There were nods to West Indian immigration and women’s suffrage. “Pearly” musicians and winged cyclists. Quiet moments to honor the departed; a river of “molten metal” forging five giant rings, which ascended into the air to form the Olympic logo; David Beckham in a speedboat on the Thames, driving the torch from City Hall to the Olympic Park; and a short film in which Daniel Craig, as James Bond, goes to fetch the queen -- the real, actual Queen Elizabeth II of England (“Good evening, Mr. Bond,” she said), just off her own torch-like tour of the country to mark her latest jubilee -- who was seen to seem to parachute into the Olympic stadium. I really could not have expected that.
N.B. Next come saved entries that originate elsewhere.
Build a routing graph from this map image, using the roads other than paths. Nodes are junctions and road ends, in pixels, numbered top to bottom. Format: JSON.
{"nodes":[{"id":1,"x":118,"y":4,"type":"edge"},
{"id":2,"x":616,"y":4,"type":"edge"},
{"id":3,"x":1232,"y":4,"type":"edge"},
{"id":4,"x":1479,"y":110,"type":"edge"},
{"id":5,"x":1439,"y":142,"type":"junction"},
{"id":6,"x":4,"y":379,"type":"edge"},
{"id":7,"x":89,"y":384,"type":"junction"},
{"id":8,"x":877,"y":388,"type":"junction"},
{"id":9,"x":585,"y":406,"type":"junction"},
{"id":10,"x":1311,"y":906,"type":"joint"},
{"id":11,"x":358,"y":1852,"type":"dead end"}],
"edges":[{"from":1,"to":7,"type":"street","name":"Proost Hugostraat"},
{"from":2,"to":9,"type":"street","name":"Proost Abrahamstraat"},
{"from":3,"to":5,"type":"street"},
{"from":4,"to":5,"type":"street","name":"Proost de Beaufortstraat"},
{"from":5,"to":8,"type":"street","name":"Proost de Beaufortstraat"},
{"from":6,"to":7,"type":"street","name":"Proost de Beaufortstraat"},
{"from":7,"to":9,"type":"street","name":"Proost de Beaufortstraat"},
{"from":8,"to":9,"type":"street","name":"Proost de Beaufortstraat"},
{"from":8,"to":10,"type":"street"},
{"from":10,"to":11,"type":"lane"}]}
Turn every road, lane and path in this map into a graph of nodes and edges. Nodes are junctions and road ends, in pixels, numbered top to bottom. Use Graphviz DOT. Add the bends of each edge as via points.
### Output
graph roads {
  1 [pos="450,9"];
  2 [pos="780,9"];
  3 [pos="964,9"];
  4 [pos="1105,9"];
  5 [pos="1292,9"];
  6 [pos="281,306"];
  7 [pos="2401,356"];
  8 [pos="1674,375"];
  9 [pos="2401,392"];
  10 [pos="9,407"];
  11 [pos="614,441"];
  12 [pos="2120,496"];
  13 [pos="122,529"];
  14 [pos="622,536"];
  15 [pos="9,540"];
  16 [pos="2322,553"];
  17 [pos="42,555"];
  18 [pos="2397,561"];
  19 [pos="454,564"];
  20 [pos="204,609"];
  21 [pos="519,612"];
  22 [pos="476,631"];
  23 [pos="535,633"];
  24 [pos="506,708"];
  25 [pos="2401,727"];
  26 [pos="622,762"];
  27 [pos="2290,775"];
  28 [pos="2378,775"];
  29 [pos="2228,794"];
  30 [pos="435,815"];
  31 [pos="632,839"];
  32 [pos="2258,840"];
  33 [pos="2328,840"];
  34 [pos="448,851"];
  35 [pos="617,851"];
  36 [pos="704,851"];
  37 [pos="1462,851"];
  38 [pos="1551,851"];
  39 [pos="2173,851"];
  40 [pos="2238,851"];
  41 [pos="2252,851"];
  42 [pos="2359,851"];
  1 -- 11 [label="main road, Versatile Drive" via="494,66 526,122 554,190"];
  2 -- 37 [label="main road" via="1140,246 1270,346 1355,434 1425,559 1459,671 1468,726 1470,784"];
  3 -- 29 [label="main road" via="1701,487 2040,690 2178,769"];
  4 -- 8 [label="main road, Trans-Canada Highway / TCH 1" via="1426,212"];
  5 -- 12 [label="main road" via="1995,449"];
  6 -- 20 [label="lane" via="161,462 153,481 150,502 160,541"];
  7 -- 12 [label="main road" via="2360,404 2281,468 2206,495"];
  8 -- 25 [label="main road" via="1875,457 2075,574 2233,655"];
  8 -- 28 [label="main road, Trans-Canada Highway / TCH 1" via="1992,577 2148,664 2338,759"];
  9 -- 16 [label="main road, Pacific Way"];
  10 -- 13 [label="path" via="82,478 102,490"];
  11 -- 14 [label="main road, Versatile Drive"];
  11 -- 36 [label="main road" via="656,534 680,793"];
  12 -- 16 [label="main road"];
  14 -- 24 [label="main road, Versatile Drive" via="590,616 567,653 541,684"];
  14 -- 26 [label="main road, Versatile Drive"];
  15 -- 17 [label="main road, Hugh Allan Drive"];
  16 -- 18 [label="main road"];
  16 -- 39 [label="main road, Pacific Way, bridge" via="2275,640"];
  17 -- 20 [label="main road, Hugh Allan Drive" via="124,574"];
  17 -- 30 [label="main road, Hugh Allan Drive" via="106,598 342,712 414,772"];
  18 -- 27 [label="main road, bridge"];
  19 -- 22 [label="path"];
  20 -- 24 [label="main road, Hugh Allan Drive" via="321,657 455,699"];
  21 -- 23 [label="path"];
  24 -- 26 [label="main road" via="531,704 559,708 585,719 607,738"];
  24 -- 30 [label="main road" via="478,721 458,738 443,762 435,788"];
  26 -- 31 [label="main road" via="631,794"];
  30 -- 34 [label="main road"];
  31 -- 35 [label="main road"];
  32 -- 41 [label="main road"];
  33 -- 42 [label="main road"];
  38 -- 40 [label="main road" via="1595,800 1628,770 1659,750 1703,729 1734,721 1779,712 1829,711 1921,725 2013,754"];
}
Finally, after the oaths were taken and the torch lit -- a lovely combination of 204 torches, actually, one for each participating nation -- there was Paul McCartney, as there will always finally be Paul McCartney. When the world ends, he will be there, fit as ever, for a last 50 choruses of “Hey Jude.” (“OK now,” Sir Paul said, turning it over to the crowd, “just the men, just the fellas.… OK now, just the women, just the girls.”)

And then it was over, with a closing ceremony to come. In between there will be sports.